In the image above, you can see the comparison between the two cables. The one cable is the classic guitar cable, and it’s unbalanced because of what was explained above, and then there is the headphone jack type of cable, which is balanced.
If you look at the bottom of a 3.5mm auxiliary cable, which is the same cable that’s used for headphones, you’ll notice there are usually two red (or black) lines around it.
There is the tip of the cable, the ring, and then the sleeve.
On the unbalanced cable, there is only the tip and the sleeve, whereas the balanced cable has two black lines on it which shows a tip, the ring, and the sleeve.
Let’s move on to explaining the three most common types of cables in the world of audio, the TRS cable, the XLR cable, and the TS cable.
The TRS cable, as I explained above, means “Tip, Ring, Sleeve,” and it looks like the standard plug you’ll see on headphone cables and other common cables.

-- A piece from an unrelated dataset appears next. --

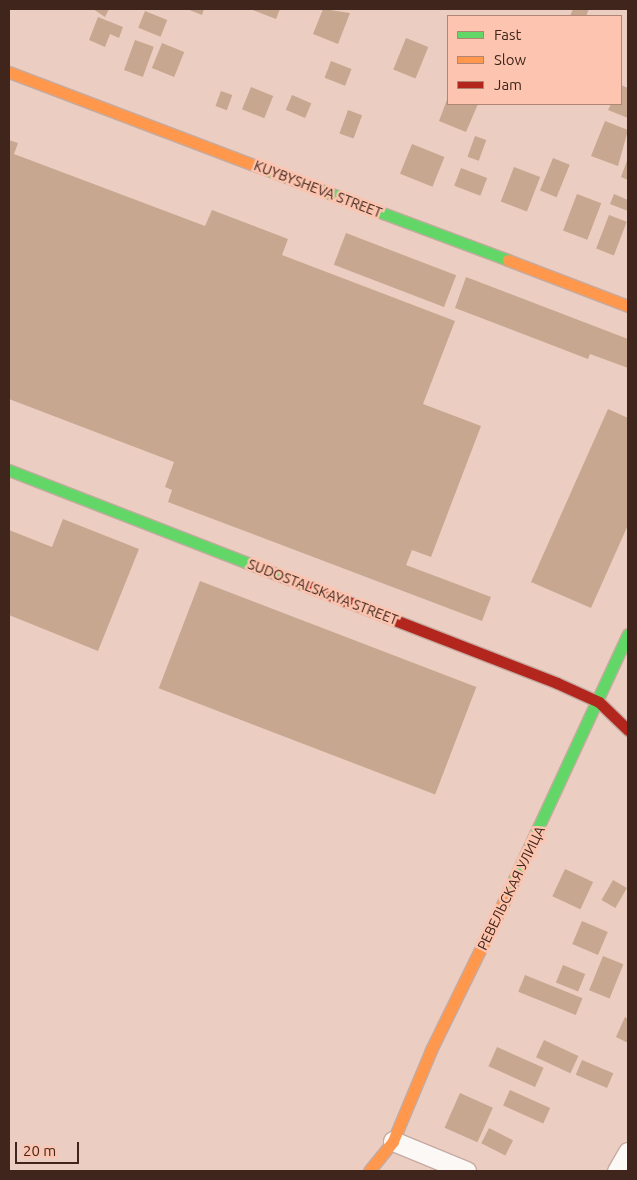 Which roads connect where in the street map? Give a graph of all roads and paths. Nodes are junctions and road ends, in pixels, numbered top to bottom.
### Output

There are two wires, (or conductors,) plus a ground, or as I called it above, a “Shield.”
These cables are used for connecting balanced equipment to each other as well as running left and right mono signals to a regular pair of headphones, which tend to be stereo.
Additionally, in the image you can see below, I have taken apart a common pair of TRS headphones, in which the red and black wires can be seen as well as the copper ground that comes along with it.
It’s hard to see, but I hope you can make out the three different wire types in the image below:
An XLR cable has within it three connectors, the ground, the negative, as well as the positive, and these are commonly used for sending microphone or balanced-line-level signals in between devices.
Perhaps the most common use of the XLR cable is for connecting microphones to mixers as well as audio interfaces. Moreover, they’re commonly used for connecting outputs to powered speakers.
The TS cable, the guitar cable, which stands for “Tip, Sleeve,” is the 2-conductor cable that’s unbalanced. There is only one ring that separates the tip and sleeve from each other.
People typically use the term “hot” to refer to the tip of the cable, and it’s also what carries the signal, while the shield/ground is what minimizes the noise.
These cables are almost always used for guitars/basses and other line-level instruments.
Why Not Use Balanced Signals For Everything?
At this point, you might be wondering why instrument cables don’t all just come with a balanced cable unit if they’re so much better and are less susceptible to noise?
There are a few reasons why instruments and other units don’t use balanced cables, and it mostly has to do with complexity as well as the cost of doing so.
Creating instruments and other devices that use balanced outputs requires more design components, and the costs of doing so are typically passed on to the people actually making the purchase, in other words, the consumer.
Frankly, there isn’t much demand for them so manufacturers don’t even bother making them in this way.
In the vast majority of cases, the regular TS shielded cable will not be producing enough noise for anyone to hear or care.
Moreover, most individuals will be plugging into a keyboard or some kind of mixer that doesn’t accept balanced signals.
Professional studios and other systems that need the highest quality of equipment use plenty of keyboards and other instruments with unbalanced outputs. In other words, it’s not necessary for every cable to be balanced.
For most circumstances, you can still get professional quality sound without balanced signals.
Balanced cables are the most common and relevant for things like microphones, because the signal of a microphone is typically much lower, which means they’re more susceptible to noise.
Furthermore, when the pre-amplifier increases the signal, the noise will be increased even more, so for that reason, microphone cables are balanced to minimize or completely eliminate this problem altogether.
A lot of this has to do with what’s called the signal-to-noise ratio. A keyboard tens to produce a large output signal, so the signal-to-noise ratio is already sufficient. Any of the additional noise created will be below what most people can hear.